#### INSTRUCTIONS TO FOLLOW:
Reproduce the records that follow without alteration, apart from removing the pictures.

Source data
BEGIN
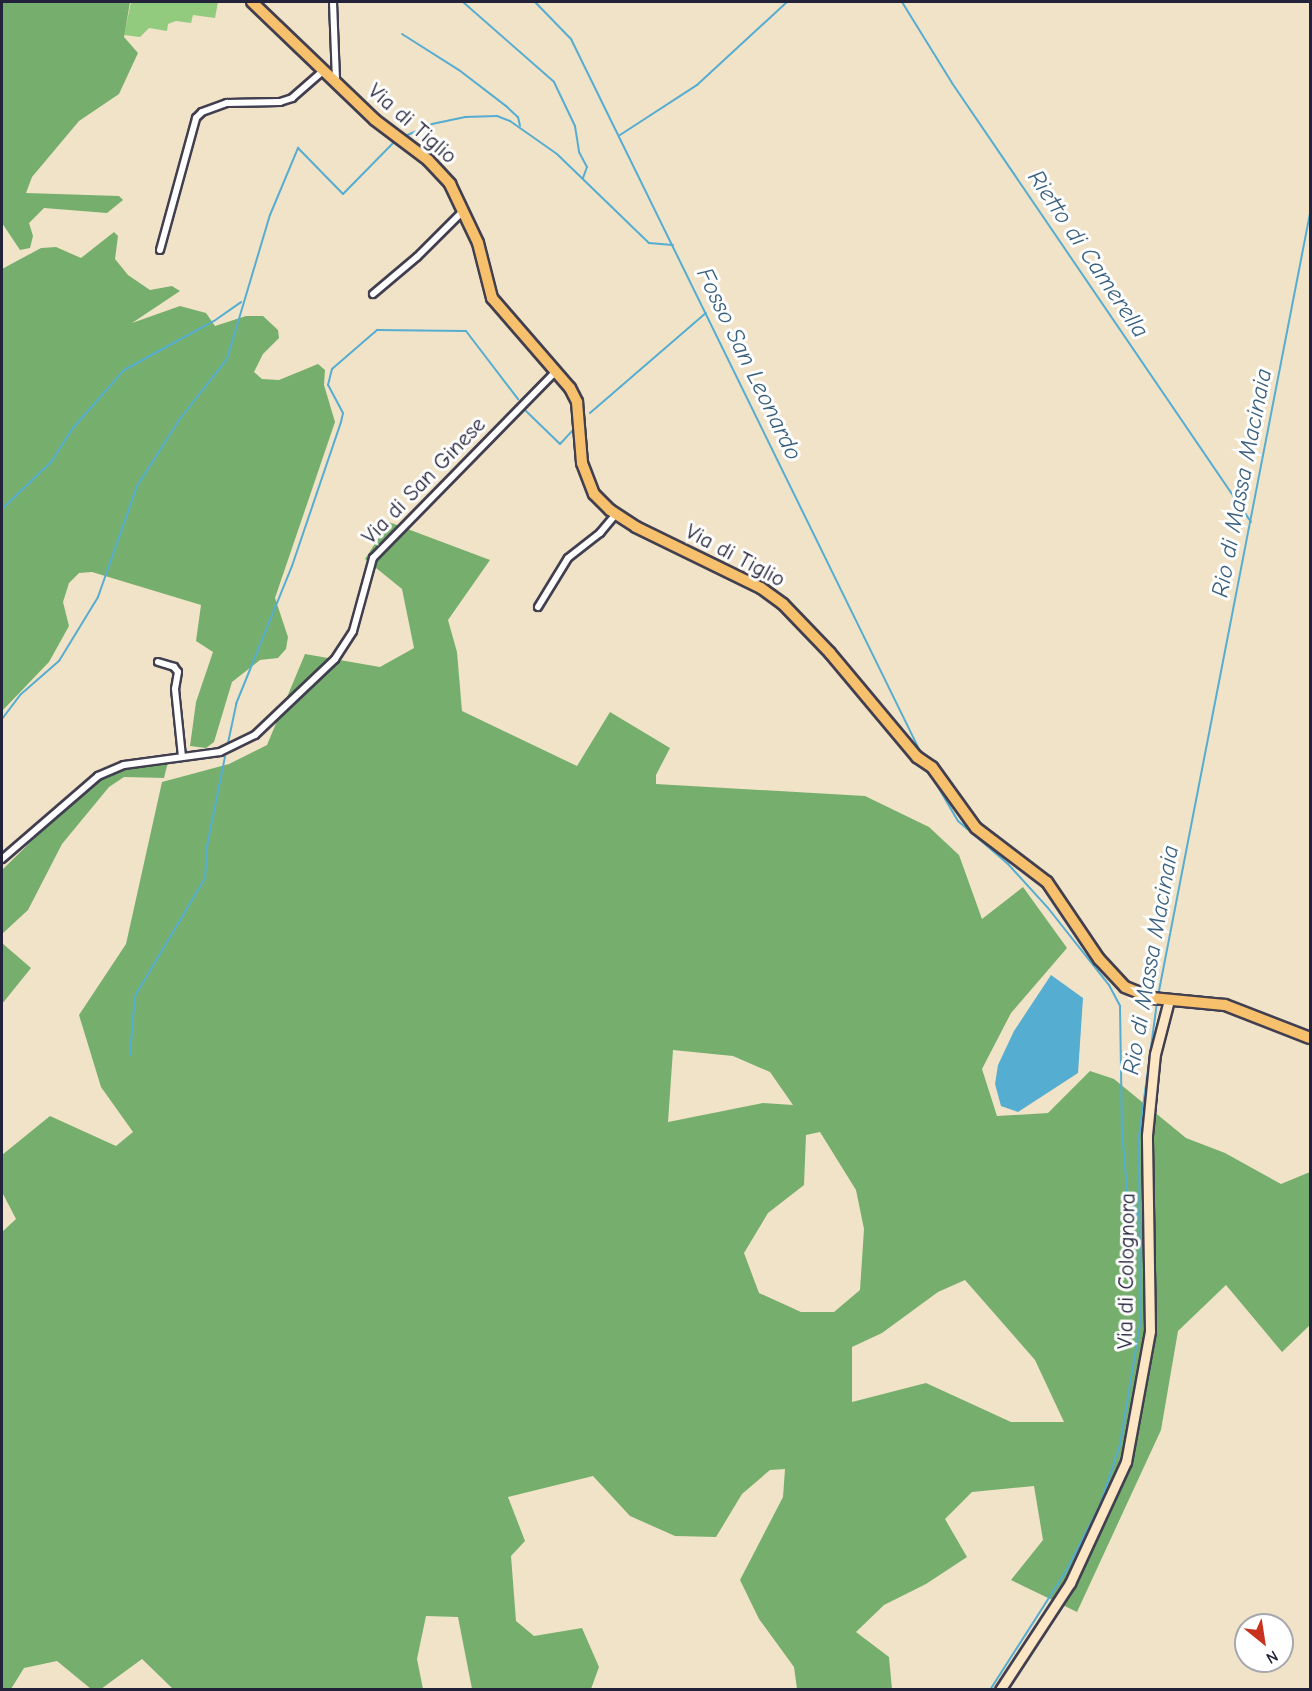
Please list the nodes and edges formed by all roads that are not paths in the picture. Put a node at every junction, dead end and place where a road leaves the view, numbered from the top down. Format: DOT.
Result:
graph roads {
  1 [pos="252,2"];
  2 [pos="333,2"];
  3 [pos="324,70"];
  4 [pos="337,82"];
  5 [pos="465,209"];
  6 [pos="160,250"];
  7 [pos="373,294"];
  8 [pos="555,372"];
  9 [pos="616,514"];
  10 [pos="538,607"];
  11 [pos="158,662"];
  12 [pos="182,758"];
  13 [pos="2,859"];
  14 [pos="1162,999"];
  15 [pos="1311,1038"];
  16 [pos="1000,1689"];
  1 -- 3 [label="main road, Via di Tiglio"];
  2 -- 4 [label="street"];
  3 -- 4 [label="main road, Via di Tiglio"];
  3 -- 6 [label="street"];
  4 -- 5 [label="main road, Via di Tiglio"];
  5 -- 7 [label="street"];
  5 -- 8 [label="main road, Via di Tiglio"];
  8 -- 9 [label="main road, Via di Tiglio"];
  8 -- 12 [label="street, Via di San Ginese"];
  9 -- 10 [label="street"];
  9 -- 14 [label="main road, Via di Tiglio"];
  11 -- 12 [label="street"];
  12 -- 13 [label="street, Via di San Ginese"];
  14 -- 15 [label="main road, Via di Tiglio"];
  14 -- 16 [label="street, Via di Colognora"];
}
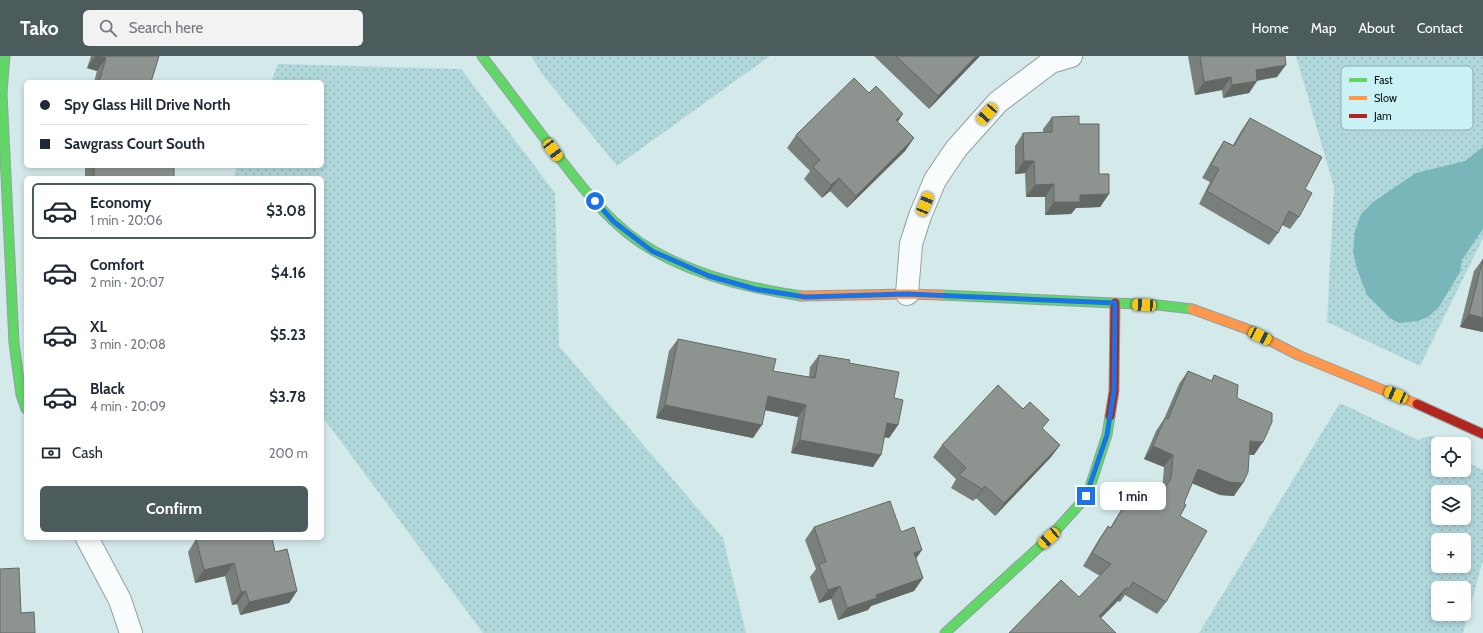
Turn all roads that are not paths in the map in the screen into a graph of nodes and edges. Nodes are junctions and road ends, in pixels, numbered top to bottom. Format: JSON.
END
#### REPLY TO THE TASK:
Please list the nodes and edges formed by all roads that are not paths in the picture. Put a node at every junction, dead end and place where a road leaves the view, numbered from the top down. Format: DOT.
Result:
graph roads {
  1 [pos="252,2"];
  2 [pos="333,2"];
  3 [pos="324,70"];
  4 [pos="337,82"];
  5 [pos="465,209"];
  6 [pos="160,250"];
  7 [pos="373,294"];
  8 [pos="555,372"];
  9 [pos="616,514"];
  10 [pos="538,607"];
  11 [pos="158,662"];
  12 [pos="182,758"];
  13 [pos="2,859"];
  14 [pos="1162,999"];
  15 [pos="1311,1038"];
  16 [pos="1000,1689"];
  1 -- 3 [label="main road, Via di Tiglio"];
  2 -- 4 [label="street"];
  3 -- 4 [label="main road, Via di Tiglio"];
  3 -- 6 [label="street"];
  4 -- 5 [label="main road, Via di Tiglio"];
  5 -- 7 [label="street"];
  5 -- 8 [label="main road, Via di Tiglio"];
  8 -- 9 [label="main road, Via di Tiglio"];
  8 -- 12 [label="street, Via di San Ginese"];
  9 -- 10 [label="street"];
  9 -- 14 [label="main road, Via di Tiglio"];
  11 -- 12 [label="street"];
  12 -- 13 [label="street, Via di San Ginese"];
  14 -- 15 [label="main road, Via di Tiglio"];
  14 -- 16 [label="street, Via di Colognora"];
}
Turn all roads that are not paths in the map in the screen into a graph of nodes and edges. Nodes are junctions and road ends, in pixels, numbered top to bottom. Format: JSON.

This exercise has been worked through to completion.